Loch Calder is a lowland freshwater loch lying approximately 5 mi south west of Thurso in the Scottish Highlands. The loch is large with an irregular shape and has perimeter of 12.8 km. It is approximately 2.33 mi long, has an average depth of 21 ft and is 85 ft at its deepest. The loch was surveyed on 6 October 1902 by John Parsons and T.R.H. Garrett and later charted as part of Sir John Murray's Bathymetrical Survey of Fresh-Water Lochs of Scotland 1897-1909.

Around the loch are several archaeological remains. At the northern end of the loch is Tulach an t'Sionnaich, a well preserved chambered cairn, one of two cairns known as the Tullochs of Assery. On the eastern shore, near Achavarn, lies the site of a broch, although much of the structure has been removed.
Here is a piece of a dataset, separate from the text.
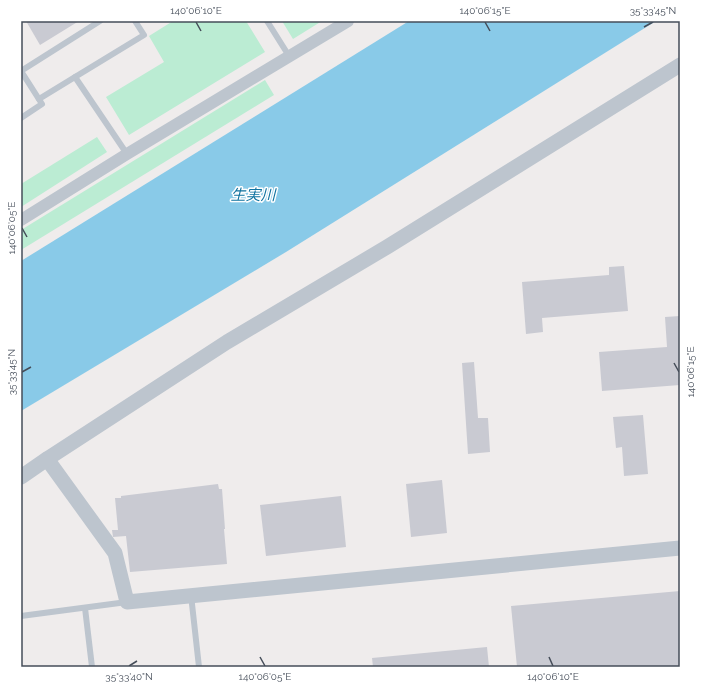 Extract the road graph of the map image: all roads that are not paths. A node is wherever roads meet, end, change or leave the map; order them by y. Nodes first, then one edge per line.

It is thought that there was an artificial island or crannog near the western shore dating from the 17th century. The island, known as Big Island, may have contained a dwelling which was said to be that of a robber. A short distance to the west of the loch is Aultan Broubster a ruined stone circle. Several of the stones remain, five of which are upright with the largest being high.

The loch is a Scottish Natural Heritage Site of Special Scientific Interest for its Greenland white-fronted goose, Greylag goose and Whooper swans.

The loch is popular for fishing and contains trout, Arctic char and ferox trout.